I like your script for pulling out IPs and counting their entries,
works just fine on my dev machine, but I don't see how it could be
practically used. Looking at the number of times alone one IP has
accesses your site is not a good measurement of being DDoS'ed. It just
means someone loves your site.

I guess it would be obvious if you have say 1000 hits a day total
aggregate on average, and you see one single IP access your site
10,000 in the last ten minutes. Before that can happen though you need
to add some date functionality in there otherwise the data is
meaningless; you have nothing to reference it against, presumably it
needs to be at least 'hits per IP over X time period'.

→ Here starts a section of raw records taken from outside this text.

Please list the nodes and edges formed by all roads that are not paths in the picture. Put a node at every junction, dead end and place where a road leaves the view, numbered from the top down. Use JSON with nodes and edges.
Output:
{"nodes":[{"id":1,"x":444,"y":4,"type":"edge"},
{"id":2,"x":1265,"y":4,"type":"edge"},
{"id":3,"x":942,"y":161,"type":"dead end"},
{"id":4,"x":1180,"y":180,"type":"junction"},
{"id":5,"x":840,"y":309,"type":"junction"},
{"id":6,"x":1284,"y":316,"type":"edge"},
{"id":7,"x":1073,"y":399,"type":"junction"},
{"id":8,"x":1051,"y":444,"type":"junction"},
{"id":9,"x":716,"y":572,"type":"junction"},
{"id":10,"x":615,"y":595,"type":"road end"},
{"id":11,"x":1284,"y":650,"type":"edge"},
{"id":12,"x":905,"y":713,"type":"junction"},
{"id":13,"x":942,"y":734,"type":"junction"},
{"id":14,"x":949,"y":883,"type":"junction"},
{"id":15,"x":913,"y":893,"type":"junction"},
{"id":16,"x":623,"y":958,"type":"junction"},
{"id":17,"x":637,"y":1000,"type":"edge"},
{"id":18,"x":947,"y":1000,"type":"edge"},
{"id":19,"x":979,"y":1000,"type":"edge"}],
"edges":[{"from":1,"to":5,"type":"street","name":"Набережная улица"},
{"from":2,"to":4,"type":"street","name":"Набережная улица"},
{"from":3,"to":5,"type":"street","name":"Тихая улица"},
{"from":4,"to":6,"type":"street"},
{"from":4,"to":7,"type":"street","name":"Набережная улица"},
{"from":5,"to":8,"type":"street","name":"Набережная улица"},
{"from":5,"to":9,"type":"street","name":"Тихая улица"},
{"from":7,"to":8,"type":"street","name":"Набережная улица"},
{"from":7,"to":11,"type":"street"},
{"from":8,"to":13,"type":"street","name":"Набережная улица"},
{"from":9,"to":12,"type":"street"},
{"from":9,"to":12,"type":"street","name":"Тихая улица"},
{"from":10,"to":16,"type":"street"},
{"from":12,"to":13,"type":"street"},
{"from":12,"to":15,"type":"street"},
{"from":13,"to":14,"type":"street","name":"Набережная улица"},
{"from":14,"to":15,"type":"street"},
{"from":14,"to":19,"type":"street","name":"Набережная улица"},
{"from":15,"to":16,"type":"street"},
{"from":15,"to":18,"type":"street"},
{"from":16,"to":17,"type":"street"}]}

Also, I think if your script passed those IPs to iptables as rules
that would be awesome! In fact now that I think about it, maybe you
could just do this all in IP tables without a script?

/sbin/iptables -N HTTPHITS
/sbin/iptables -A HTTPHITS -p tcp -m state --state NEW -m tcp --dport
80 -m recent --set --name HTTP --rsource
/sbin/iptables -A HTTPHITS -p tcp -m state --state NEW -m tcp --dport
80 -m recent --update --seconds 180 --hitcount 1000 --name HTTP
--rsource -j DROP

So these rules will essentials drop traffic from an IP that has
already made 1000 requests to your server within the last 3 minutes,
something like that perhaps? Like your script though, just going on
numbers of hits is a dangerous method.

If you run high traffic sites though (or low for that matter) the
first give away for the (D)DoS is (IMO) going to be (as you would
expect from a DoS) the sudden peak in number of open connections, CPU
utilisation, memory utilisation, increased network throughput,
increased drive I/O. A sudden spike in your load anywhere in fact,
such as on your DB servers, or front end servers, load balancers, edge
routers blah blah blah. So, graph everything all the time, set up
alerts and you should be OK (YMMV!).

Regarding your other points. My first port of call would be my
upstream connectivity provider, I would get them to black whole the
traffic, if you aren't dropping it with automatic IP tables rules that
is :) Most providers support communities when you directly peer with
them through BGP and have black-wholing communities etc so there is
scope to work with your upstream provider.

> What general growing problems do systems engineers face in the future?

Regarding what exactly? Security, or infrastructure, or both?

> Will IPv6reduce DDoS attack success or enhance the attacker's tool kits?

I don't think IPv6 gives any extra powers to those wishing to DoS, it
just puts a different spin on it. For example, IP blacklists and
firewall tables are going to become massive! Manufacturers are going
to be under pressure to forward at 100Mbps, 1Gbps, 10Gbps and 100Gbps
with giant caching tables/routing tables. For your firewall devices,
comparing a list of millions of blocked IPv6 addresses against every
flow passing through in a few milliseconds to maintain a high
throughout rate is going to require some seriously fast technology!

> Can we reassure customers that they will not lose business to DDoS
> without investing large amounts capital in security technologies?

Yes and no :) IMO, very careful and meticulous planning and mitigation
can prevent a high percentage of (D)DoS attacks or stamp them out very
quickly, but if the opposition has lots of capital or infrastructure
at their disposal there can be only one winner!

> What do you think? - is DDoS a global or local problem; or both?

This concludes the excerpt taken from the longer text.